Factors Affecting Glomerular Filtration Rate (GFR)
-
Increased intra-glomerular hydrostatic pressure increases GFR.
- This can be caused by:
- Dilation of the afferent arteriole
- Increased arterial blood pressure
- Constriction of the efferent arteriole
- This can be caused by:
-
Increased intra-glomerular osmotic pressure decreases GFR.
- Caused by increased plasma protein concentration.
-
Increased intra-capsular hydrostatic pressure decreases GFR.
- This may be caused by:
- Tubular obstruction
- Renal edema
- This may be caused by:
Tubular Reabsorption & Secretion
- The efferent arteriole subdivides to form peritubular capillaries, where reabsorption and secretion take place.
- The luminal surface of the tubular cell is the apical membrane.
- The basolateral membrane is on the other side of the tubular cell.
- The apex of each tubule cell is surrounded by a tight junction.
Movement Pathway of Ions & Water
- Trancellular pathway: Across the tubular cells.
- Paracellular pathway: Across the tight junctions between cells.
Sodium Reabsorption
- Approximately 67% of sodium is reabsorbed in the proximal convoluted tubule (PCT).
- Sodium is reabsorbed in exchange for hydrogen ions via the Na+/H+ antiporter.
- Intracellular carbonic anhydrase is essential for producing H+ for secretion into the lumen.
- Sodium is transported into blood via the Na+/K+ ATPase in the basolateral membrane.
- The transport of sodium via the Na+/H+ antiport is driven by the Na+/K+ ATPase.
Bicarbonate Reabsorption
- Bicarbonate is normally completely reabsorbed in the PCT.
- Bicarbonate combines with H+ to form H2CO3, which is catalyzed by brush border carbonic anhydrase.

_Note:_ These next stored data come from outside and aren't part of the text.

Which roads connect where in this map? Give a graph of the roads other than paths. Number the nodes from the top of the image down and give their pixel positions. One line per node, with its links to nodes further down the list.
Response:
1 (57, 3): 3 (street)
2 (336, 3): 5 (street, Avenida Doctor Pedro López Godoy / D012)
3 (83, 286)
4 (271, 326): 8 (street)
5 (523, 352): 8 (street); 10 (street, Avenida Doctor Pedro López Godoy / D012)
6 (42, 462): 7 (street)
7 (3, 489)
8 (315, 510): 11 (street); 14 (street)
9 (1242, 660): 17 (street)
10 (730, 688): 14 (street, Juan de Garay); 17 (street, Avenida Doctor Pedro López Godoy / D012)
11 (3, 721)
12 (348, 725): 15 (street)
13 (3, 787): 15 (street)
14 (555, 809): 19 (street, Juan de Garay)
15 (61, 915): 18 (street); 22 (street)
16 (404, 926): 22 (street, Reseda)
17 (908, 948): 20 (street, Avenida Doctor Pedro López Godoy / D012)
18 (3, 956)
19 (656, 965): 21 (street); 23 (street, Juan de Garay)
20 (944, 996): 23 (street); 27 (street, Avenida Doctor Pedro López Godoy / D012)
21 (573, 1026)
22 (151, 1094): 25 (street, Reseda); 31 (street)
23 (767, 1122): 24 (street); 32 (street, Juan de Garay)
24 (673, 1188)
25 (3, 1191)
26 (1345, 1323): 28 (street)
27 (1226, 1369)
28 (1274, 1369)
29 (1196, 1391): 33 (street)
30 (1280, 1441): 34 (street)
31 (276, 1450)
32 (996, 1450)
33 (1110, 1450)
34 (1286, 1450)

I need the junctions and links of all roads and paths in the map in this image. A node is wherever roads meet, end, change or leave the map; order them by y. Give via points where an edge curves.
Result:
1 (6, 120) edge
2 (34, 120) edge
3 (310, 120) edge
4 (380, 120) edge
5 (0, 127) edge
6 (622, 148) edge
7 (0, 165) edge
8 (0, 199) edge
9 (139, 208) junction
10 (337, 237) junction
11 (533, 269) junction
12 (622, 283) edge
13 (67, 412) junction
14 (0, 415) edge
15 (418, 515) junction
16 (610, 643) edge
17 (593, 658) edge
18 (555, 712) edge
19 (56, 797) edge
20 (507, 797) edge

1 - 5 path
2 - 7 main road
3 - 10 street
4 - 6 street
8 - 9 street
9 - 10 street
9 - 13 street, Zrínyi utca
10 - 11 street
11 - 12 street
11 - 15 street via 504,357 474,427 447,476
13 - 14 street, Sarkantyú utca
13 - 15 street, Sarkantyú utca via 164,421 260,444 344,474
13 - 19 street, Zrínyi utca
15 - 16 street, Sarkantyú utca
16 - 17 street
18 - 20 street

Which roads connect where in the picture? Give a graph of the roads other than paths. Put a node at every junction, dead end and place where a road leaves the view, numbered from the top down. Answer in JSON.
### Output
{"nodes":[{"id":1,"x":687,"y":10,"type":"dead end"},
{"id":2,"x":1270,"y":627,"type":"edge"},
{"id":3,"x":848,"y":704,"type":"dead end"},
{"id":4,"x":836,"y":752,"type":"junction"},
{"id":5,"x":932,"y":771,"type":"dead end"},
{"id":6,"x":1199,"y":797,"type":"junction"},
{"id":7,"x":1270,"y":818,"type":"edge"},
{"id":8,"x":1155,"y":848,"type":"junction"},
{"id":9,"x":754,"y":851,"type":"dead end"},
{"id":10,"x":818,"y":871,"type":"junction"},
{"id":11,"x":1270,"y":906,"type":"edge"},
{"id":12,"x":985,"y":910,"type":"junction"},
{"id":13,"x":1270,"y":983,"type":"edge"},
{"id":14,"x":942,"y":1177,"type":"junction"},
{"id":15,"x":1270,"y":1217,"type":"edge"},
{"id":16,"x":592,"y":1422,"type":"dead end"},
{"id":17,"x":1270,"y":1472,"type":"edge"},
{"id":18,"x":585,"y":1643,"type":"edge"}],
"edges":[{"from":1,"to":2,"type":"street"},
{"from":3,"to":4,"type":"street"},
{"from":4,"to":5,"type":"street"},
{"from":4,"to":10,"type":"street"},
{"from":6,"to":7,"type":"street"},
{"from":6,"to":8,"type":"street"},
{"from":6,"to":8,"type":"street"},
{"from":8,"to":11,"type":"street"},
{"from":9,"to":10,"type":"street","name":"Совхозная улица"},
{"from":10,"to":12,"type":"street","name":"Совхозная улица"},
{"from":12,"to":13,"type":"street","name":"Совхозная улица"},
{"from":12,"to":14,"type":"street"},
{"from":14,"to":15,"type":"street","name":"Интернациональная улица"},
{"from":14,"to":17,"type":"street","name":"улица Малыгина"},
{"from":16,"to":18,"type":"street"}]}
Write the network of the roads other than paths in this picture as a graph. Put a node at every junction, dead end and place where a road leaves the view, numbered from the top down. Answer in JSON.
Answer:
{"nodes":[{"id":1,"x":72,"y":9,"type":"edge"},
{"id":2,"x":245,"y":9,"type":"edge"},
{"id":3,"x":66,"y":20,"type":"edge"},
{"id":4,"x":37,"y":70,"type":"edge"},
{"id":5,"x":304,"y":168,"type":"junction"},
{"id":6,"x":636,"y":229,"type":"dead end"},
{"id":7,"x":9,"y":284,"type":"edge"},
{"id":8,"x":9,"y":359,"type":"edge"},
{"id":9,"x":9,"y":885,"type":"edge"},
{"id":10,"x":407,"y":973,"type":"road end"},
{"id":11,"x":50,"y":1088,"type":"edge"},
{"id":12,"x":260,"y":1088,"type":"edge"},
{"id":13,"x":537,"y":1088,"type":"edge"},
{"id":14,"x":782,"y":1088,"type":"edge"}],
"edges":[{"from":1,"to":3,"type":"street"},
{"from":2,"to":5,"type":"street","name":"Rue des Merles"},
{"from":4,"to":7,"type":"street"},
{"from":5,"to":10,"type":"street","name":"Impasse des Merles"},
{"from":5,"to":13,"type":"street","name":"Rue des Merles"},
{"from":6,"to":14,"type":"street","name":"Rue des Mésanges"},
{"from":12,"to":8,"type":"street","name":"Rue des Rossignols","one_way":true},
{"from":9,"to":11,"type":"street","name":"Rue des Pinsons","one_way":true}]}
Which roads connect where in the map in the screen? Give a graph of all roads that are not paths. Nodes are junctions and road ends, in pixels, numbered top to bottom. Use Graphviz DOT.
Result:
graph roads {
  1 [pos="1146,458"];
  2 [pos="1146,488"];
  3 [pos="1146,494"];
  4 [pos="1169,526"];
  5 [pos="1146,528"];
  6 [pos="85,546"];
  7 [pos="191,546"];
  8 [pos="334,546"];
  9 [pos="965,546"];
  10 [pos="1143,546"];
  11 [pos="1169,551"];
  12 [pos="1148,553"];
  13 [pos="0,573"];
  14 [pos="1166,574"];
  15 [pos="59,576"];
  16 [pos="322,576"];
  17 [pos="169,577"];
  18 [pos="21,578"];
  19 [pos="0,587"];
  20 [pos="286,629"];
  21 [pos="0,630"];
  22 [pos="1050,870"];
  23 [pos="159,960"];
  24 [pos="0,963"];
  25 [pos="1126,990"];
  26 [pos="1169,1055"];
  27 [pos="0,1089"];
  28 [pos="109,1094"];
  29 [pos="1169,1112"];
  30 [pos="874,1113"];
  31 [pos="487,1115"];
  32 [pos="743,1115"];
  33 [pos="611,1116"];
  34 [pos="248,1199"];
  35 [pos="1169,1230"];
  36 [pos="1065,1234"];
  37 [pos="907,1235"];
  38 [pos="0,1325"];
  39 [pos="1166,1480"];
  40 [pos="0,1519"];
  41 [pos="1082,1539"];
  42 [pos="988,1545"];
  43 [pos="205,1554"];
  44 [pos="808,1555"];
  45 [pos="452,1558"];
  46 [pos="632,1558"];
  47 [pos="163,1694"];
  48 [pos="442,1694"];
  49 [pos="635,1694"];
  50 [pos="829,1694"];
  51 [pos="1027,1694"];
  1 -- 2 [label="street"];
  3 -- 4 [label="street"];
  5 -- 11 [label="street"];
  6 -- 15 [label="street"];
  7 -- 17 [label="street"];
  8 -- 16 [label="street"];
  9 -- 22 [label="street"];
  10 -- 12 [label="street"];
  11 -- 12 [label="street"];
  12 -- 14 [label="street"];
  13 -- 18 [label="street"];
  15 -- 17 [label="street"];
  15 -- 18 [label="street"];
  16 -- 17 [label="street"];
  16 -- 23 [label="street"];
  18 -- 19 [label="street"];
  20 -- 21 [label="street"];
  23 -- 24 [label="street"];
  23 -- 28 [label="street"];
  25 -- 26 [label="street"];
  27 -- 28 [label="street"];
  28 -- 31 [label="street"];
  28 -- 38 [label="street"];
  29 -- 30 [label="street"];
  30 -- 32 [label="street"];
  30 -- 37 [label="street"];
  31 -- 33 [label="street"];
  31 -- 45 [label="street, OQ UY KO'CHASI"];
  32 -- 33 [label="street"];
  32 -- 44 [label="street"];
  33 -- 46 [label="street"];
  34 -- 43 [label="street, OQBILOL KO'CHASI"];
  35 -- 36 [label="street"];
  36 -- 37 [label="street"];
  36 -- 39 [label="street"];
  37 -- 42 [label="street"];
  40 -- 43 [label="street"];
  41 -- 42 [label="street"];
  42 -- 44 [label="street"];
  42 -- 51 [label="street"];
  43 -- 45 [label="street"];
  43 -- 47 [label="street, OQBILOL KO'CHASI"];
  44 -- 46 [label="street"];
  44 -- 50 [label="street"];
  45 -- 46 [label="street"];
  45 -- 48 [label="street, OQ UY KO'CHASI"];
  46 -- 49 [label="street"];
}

- H2CO3 dissociates to form CO2 and water.
- CO2 is passively reabsorbed in the lumen.
Water Reabsorption
- Water is passively reabsorbed through the paracellular pathway.
- Water reabsorption is secondary to sodium reabsorption.
- Sodium secreted by Na+/K+ ATPase into the lateral intercellular space slightly raises the osmolality, driving water reabsorption by convection.
Chloride Reabsorption
- Chloride is transported into blood by passive reabsorption through the paracellular pathway down its concentration gradient.
- It is also reabsorbed in exchange for anions, such as formate and oxalate.
Nephron Segments: Proximal Convoluted Tubule (PCT)
- Fluid leaving the PCT remains isosmotic to the filtrate that enters Bowman's capsule.
Nephron Segments: Descending Limb
- The interstitial fluid of the medulla is hypertonic.
- The filtrate becomes more concentrated (hyperosmotic) as it passes down the descending limb.
Nephron Segments: Ascending Limb
- Approximately 20% of filtered sodium is reabsorbed in the ascending limb.
- Ions (Na+, K+, Cl-) move into the cell across the apical membrane via a Na+/K+/2Cl- symporter.
- Sodium is transported into blood via Na+/K+ ATPase.
- Chloride is transported into blood by diffusion through Cl- channels and by the K+/Cl- symporter.
- Most of the potassium taken by the Na+/K+/2Cl- symporter returns to the lumen through apical K+ channels.
Nephron Segments: Thick Ascending Limb
- The thick ascending limb is relatively impermeable to water.
- Reabsorption of salt is not accompanied by water reabsorption.
- This makes the filtrate more diluted (hyposmotic) as it passes upward.
- The thick ascending limb is known as the diluting segment.
- The process of concentration and then dilution of filtrate in the loop of Henle is known as the "counter-current multiplier theory".
Nephron Segments: Distal Convoluted Tubule (DCT)
- Approximately 7% of filtered sodium is reabsorbed.
- NaCl is reabsorbed without water, further diluting the filtrate.
- NaCl is reabsorbed via the Na+/Cl- symporter.
- This transport is driven by the Na+/K+ ATPase.
Calcium Reabsorption
- Calcium is transported through channels in the apical membrane and then transported into blood via the Na+/Ca2+ antiporter.
- Parathyroid hormone (PTH) and calcitriol increase calcium reabsorption.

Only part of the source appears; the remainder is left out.